• THE TASK: In the data, find each line where the word "lane" appears and list that line.

• PROVIDED RECORDS:

# # # # #

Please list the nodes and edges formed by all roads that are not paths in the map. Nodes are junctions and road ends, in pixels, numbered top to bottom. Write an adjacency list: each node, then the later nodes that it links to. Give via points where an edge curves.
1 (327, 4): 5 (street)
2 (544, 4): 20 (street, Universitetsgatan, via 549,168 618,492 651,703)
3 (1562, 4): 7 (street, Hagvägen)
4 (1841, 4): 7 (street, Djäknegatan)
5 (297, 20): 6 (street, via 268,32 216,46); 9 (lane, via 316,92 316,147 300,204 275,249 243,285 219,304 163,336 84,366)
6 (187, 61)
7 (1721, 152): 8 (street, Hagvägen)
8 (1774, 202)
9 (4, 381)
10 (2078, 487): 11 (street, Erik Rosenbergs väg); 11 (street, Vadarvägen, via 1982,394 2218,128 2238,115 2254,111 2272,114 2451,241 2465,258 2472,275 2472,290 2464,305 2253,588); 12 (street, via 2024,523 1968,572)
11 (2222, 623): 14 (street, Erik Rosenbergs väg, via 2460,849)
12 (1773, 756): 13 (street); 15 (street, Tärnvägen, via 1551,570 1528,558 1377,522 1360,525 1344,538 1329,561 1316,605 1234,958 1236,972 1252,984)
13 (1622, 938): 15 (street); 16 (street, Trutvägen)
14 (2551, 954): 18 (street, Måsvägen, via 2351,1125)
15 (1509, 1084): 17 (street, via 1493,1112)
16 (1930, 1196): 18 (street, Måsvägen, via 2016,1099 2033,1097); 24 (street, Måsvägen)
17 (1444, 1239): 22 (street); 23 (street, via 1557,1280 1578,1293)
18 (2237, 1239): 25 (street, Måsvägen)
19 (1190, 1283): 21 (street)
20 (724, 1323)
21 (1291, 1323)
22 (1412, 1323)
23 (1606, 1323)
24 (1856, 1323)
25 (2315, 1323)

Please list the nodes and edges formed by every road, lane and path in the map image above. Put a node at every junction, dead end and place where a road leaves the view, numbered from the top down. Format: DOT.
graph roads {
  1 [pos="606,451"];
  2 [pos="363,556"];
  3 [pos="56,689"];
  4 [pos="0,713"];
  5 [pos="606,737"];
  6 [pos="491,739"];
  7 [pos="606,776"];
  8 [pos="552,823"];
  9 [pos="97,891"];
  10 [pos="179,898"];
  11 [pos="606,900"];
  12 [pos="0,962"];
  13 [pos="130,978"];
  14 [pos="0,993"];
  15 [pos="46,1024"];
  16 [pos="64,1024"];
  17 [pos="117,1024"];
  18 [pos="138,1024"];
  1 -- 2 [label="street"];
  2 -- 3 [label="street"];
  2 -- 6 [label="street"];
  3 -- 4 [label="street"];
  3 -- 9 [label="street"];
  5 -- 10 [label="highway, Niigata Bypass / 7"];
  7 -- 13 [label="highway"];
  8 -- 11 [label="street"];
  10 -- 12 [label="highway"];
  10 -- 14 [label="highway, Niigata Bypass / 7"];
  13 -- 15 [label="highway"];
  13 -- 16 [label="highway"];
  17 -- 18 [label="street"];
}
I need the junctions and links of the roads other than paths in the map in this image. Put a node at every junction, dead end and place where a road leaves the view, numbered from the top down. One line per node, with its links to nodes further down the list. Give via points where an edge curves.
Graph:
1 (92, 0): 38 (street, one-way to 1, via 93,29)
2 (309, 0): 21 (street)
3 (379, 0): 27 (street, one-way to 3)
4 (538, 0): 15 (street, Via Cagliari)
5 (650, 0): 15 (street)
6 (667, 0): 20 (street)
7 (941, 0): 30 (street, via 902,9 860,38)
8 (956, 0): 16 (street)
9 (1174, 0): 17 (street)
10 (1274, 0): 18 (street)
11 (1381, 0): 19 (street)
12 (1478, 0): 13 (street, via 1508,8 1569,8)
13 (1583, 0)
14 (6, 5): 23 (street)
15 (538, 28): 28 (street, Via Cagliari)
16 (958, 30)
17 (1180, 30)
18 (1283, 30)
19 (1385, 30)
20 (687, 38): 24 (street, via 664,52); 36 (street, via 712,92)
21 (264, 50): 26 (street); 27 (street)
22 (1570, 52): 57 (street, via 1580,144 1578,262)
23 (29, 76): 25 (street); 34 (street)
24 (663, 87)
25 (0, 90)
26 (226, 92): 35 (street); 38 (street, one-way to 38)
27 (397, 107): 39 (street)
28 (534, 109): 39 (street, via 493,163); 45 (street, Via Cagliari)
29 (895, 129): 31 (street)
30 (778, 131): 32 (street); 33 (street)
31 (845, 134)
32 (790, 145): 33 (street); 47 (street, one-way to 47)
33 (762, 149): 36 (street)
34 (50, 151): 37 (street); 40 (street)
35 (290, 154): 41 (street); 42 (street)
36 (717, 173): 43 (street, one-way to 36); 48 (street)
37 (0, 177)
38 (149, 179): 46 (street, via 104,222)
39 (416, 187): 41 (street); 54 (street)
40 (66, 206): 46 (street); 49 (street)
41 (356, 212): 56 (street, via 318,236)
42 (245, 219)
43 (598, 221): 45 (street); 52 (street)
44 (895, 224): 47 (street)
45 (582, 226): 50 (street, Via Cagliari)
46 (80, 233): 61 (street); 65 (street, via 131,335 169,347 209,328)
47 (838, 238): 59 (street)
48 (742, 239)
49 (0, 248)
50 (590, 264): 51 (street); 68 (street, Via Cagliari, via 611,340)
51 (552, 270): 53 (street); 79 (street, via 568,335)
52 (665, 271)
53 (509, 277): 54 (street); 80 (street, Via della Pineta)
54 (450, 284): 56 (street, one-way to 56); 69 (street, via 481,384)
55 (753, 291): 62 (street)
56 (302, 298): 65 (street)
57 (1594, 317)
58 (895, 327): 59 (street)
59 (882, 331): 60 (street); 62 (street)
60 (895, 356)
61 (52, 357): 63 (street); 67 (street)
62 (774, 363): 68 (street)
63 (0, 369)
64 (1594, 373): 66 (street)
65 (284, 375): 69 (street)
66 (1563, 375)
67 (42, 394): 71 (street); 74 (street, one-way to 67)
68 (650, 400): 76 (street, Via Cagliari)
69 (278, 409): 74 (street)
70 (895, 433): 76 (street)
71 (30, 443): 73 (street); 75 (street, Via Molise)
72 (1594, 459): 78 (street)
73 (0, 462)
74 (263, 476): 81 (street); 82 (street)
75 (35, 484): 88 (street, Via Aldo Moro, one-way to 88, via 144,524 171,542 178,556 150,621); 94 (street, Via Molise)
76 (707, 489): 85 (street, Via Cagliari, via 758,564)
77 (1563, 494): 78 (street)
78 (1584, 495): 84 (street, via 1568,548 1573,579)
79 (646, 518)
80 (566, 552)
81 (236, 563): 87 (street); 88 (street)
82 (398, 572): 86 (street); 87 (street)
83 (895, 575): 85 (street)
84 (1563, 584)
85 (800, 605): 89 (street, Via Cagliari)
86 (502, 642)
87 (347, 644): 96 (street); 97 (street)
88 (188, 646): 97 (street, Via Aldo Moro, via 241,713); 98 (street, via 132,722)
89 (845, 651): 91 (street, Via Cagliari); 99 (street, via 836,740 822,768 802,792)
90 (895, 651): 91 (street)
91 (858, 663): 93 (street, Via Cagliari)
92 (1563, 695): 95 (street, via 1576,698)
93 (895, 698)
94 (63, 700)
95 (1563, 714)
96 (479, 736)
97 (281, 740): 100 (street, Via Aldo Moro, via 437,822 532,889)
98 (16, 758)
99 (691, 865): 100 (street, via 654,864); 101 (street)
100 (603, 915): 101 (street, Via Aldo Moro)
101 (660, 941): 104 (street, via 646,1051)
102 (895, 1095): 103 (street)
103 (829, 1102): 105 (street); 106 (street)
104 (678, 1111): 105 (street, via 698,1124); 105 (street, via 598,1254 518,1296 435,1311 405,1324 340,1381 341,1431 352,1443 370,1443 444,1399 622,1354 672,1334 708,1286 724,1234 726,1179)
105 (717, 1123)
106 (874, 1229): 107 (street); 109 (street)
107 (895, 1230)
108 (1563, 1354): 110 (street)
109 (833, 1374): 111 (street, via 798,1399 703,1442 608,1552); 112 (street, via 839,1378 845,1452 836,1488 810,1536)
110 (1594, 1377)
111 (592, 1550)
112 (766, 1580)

# # # # #

• OUTPUT FOR THIS EXERCISE:
5 (297, 20): 6 (street, via 268,32 216,46); 9 (lane, via 316,92 316,147 300,204 275,249 243,285 219,304 163,336 84,366)
Please list the nodes and edges formed by every road, lane and path in the map image above. Put a node at every junction, dead end and place where a road leaves the view, numbered from the top down. Format: DOT.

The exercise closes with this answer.